(Image: “The Scream,” undated drawing by Edward Munch, courtesy of Wikimedia Commons.)
I dreamed I had pink hair.
I dreamed I had pink hair and punk makeup but still was wearing my nerdy Benjamin Franklin spectacles without which I can’t see more than six inches from my face. I dreamed I was wearing them to the mall– a dank little one-story mall without a food court, a Disney store or a book shop. I was walking through the mall with a miniature robot who held my hand shyly as we passed the store fronts. The mall was crowded with ghosts, demons, specters and mythical beasts. I counted four different manifestations of Freddy Krueger and two Tyrannosaurs. Superman and Iron Man were also there; Superman kept pressing his face to store front windows and licking them.
Then, the robot and I came across an oddly pale, eyeless Donald Trump enthroned like an idol at the far end of the mall. Donald Trump was reciting xenophobic slogans as people came and offered their children to him; every worshipper was given a piece of candy. I never would have gone near him except that I saw Almond Joy in his candy bucket, and that’s my favorite.
Wait, no. That wasn’t a dream. It really happened, and I have photographic proof.
I snapped this with my cell phone camera last night at the mall. I was there for the annual indoor Trick-or-Treat with my daughter, who was dressed as a Transformer. Each of the shops had employees I hope were being paid quadruple overtime, passing out candy to throngs of children. I had pinked my hair and blued my eyelids with makeup from Dollar Tree to try to do a Delirium cosplay, but I couldn’t take off my glasses because I can’t see without them.
The place was packed with Trick-or-Treaters. There was a cute little girl in a gigantic inflatable T-rex costume, there were at least four Freddy Kruegers; there was a toddler dressed as Superman tasting the windows. And at the very end of the mall, in front of the county’s Republican Party Campaign Headquarters, a Republican gentleman in an ill-fitting suit, baseball cap, rubber mask and boat shoes was passing out treats while telling children “Vote for Trump! Donald Trump needs your help to build that wall! Help me build that wall!
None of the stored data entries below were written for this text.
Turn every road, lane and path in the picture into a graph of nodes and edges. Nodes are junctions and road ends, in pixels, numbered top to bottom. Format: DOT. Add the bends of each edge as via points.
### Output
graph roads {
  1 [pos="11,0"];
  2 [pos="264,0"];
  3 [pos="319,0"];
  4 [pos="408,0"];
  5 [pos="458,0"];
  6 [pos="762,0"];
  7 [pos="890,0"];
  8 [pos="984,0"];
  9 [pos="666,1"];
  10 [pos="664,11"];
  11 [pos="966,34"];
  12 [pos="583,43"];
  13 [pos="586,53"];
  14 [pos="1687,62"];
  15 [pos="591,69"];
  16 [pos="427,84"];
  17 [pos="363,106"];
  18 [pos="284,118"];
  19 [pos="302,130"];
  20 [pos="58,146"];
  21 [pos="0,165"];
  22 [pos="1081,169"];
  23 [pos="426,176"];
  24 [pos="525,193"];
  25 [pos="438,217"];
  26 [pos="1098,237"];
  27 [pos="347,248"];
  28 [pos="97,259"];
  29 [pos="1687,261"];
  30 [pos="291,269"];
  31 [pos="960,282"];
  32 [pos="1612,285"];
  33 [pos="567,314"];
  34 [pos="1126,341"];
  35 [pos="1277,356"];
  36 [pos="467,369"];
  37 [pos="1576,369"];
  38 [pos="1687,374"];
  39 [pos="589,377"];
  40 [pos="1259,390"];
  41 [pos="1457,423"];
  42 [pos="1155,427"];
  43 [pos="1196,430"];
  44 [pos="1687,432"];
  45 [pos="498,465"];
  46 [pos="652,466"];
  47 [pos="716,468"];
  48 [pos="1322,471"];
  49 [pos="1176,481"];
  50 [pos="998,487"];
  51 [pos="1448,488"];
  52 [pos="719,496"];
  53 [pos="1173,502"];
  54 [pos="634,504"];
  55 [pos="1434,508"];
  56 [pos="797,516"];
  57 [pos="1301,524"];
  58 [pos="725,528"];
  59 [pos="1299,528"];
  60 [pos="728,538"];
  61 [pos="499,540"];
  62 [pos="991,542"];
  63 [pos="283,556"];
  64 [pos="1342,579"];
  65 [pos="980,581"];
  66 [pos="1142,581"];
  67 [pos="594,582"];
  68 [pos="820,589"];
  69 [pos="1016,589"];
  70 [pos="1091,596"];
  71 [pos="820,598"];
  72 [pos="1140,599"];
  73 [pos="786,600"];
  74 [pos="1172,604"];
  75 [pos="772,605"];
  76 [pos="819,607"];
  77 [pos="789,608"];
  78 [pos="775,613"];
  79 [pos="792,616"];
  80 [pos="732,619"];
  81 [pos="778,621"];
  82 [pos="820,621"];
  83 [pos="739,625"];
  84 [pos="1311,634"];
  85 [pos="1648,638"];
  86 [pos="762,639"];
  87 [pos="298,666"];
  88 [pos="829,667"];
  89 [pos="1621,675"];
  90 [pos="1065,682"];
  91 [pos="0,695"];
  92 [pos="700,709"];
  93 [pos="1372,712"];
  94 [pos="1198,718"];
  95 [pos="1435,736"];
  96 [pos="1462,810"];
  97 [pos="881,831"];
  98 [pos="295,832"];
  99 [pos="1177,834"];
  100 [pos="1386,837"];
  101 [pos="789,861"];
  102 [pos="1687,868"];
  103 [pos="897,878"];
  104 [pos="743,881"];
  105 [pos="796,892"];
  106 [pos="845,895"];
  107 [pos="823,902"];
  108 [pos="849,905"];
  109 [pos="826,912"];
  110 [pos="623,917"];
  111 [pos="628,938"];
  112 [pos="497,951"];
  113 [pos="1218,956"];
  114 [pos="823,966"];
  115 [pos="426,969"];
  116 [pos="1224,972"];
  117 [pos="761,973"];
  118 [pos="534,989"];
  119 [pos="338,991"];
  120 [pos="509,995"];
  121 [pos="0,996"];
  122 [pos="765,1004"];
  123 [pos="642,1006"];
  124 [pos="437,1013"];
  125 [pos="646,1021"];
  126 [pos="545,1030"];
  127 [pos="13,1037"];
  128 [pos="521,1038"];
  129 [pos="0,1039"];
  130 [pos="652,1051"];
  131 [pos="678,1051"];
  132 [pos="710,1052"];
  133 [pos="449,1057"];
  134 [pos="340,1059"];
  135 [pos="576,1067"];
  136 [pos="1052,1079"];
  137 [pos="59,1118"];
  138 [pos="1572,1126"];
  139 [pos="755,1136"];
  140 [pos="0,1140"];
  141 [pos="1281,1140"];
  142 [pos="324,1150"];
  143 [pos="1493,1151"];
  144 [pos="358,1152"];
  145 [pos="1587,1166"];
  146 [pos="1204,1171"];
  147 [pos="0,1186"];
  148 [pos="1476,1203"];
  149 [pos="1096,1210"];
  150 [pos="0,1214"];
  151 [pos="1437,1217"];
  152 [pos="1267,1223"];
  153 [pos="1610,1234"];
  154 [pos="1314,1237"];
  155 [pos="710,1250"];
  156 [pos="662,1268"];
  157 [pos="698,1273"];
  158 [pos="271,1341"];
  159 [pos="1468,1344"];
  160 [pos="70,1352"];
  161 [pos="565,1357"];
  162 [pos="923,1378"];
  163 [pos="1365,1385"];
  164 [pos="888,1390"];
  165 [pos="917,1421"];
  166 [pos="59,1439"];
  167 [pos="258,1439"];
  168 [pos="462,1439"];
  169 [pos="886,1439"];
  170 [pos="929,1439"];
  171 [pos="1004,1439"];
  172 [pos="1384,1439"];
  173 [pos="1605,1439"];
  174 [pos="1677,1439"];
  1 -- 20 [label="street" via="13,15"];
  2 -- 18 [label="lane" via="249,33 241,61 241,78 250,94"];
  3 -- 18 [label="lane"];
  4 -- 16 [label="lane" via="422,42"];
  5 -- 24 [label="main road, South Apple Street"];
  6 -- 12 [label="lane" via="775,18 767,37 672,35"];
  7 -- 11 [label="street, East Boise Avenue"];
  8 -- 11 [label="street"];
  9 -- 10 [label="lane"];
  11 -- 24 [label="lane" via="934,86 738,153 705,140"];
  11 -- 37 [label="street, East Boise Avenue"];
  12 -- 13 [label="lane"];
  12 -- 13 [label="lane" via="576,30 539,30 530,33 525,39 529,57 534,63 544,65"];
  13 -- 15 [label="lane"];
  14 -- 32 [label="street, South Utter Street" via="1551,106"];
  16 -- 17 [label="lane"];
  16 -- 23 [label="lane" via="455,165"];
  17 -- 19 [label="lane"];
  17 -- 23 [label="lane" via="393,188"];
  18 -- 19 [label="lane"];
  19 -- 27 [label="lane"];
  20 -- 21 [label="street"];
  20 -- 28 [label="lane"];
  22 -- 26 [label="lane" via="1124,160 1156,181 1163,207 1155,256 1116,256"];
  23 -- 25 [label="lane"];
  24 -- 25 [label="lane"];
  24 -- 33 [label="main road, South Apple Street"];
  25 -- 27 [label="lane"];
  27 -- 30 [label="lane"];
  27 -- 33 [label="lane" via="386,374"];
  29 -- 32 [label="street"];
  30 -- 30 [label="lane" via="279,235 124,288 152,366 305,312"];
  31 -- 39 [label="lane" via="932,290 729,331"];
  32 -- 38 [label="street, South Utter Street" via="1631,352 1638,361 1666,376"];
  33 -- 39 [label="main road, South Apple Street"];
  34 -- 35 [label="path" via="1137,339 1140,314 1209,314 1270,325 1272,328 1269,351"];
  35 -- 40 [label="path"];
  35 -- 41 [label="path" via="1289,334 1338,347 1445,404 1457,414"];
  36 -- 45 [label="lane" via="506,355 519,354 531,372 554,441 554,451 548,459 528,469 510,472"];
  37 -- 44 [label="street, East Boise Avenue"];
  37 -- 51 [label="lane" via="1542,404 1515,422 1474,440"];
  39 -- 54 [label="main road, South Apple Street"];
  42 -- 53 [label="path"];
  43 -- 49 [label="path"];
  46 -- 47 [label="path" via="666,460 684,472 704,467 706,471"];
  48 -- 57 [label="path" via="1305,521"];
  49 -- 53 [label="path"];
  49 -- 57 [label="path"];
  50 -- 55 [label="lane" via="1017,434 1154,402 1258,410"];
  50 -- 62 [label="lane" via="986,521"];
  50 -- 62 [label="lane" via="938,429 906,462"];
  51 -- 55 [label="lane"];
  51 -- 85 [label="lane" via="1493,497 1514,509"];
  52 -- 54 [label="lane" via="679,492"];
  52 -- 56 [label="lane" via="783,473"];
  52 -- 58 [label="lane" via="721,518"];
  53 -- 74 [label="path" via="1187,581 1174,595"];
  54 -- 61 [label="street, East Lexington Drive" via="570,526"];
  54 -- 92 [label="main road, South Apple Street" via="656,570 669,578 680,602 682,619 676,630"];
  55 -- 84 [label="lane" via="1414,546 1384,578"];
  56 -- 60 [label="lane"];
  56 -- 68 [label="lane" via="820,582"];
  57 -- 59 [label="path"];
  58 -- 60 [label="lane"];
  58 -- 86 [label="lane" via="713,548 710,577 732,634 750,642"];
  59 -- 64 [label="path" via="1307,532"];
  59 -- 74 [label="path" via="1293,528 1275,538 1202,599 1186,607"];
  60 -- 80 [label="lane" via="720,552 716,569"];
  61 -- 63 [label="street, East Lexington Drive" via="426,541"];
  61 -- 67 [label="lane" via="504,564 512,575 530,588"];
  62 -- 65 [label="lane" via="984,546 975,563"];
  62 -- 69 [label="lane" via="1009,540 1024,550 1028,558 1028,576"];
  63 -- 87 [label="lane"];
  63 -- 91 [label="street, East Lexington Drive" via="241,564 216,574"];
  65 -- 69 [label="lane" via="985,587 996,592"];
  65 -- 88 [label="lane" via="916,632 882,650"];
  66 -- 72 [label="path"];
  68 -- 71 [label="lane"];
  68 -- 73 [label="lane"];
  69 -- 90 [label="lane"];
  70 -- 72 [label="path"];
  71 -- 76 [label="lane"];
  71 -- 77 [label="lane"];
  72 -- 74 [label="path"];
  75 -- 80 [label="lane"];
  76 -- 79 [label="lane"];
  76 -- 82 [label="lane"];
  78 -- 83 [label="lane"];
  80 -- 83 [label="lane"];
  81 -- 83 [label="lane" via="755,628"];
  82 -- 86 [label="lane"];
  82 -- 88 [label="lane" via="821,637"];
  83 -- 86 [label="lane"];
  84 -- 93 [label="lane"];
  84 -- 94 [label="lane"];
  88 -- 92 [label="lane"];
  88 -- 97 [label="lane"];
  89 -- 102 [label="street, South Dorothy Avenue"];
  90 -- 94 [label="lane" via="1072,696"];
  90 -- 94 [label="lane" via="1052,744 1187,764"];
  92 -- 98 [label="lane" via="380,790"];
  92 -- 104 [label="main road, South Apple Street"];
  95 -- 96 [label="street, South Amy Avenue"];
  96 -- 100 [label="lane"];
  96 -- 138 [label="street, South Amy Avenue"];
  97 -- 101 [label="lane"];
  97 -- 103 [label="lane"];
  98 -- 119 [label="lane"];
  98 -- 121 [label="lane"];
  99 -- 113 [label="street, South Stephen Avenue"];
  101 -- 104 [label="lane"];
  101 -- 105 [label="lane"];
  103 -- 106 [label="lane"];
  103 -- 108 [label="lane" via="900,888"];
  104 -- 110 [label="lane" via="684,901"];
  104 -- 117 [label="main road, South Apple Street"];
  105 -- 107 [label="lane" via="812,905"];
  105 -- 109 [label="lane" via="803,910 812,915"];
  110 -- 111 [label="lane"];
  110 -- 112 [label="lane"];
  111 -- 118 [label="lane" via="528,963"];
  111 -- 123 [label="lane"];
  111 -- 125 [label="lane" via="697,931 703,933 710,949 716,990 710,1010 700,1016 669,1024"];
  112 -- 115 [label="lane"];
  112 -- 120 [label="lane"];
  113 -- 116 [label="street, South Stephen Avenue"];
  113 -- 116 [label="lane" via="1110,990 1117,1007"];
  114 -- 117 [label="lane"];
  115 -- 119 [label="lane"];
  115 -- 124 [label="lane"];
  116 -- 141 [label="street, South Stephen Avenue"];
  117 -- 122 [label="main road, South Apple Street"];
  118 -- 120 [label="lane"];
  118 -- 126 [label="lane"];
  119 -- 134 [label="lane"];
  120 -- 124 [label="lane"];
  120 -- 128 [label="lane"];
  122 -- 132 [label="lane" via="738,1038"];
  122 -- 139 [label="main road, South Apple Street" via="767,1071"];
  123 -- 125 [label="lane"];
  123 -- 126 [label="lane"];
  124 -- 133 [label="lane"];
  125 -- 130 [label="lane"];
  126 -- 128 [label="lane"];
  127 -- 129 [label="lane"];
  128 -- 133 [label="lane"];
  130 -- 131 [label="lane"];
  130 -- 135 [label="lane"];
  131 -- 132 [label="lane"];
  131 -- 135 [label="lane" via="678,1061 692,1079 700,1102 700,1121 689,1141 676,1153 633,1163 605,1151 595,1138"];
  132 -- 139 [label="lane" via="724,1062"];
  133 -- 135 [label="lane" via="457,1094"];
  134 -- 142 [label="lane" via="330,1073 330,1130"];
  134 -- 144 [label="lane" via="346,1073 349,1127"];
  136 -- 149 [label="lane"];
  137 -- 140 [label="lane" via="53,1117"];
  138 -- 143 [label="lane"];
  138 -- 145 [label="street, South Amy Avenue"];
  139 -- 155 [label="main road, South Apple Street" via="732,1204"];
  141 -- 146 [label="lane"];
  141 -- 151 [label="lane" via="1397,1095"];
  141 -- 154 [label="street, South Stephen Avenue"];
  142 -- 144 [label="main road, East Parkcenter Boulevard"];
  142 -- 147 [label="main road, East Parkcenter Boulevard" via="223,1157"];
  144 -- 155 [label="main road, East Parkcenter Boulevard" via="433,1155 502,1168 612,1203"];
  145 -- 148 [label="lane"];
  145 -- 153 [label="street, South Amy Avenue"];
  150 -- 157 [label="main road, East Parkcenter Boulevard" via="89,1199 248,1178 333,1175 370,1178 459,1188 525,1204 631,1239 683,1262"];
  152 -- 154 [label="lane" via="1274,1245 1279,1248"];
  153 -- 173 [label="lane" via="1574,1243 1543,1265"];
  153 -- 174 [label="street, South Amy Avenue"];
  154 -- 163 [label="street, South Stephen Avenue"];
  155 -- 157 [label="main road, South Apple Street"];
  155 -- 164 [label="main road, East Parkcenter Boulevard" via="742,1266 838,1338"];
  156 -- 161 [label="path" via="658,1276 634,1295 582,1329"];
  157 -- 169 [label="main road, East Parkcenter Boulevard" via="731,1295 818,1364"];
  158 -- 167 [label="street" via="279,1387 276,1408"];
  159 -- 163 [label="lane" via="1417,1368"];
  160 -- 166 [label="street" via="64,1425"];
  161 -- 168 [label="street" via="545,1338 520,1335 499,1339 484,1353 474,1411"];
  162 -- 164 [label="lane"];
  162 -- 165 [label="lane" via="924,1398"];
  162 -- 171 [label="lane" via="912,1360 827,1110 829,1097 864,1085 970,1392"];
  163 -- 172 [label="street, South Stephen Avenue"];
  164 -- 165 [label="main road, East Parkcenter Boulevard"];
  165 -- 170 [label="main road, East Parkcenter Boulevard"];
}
Vote for Trump!”
Grown-ups were bringing their children to sit on his lap for photos. Children were crying and saying “I wanna go home,” but the grown-ups brought them anyway.
And the meanie gave me a Reese’s cup instead of an Almond Joy.
I would reiterate what I said last week, that this election has driven me insane, but it seems my insanity is bleeding out of my own brain and infecting entire malls at this point. The whole world has become a collaborative performance art project produced and directed by Edward Munch and Hieronymus Bosch.
Just twelve more days, people. We can do it.
The trouble is, when those twelve days are up, there’s a very serious chance that one of the candidates is actually going to win this election.
Whoever they are, I hope they have Almond Joy.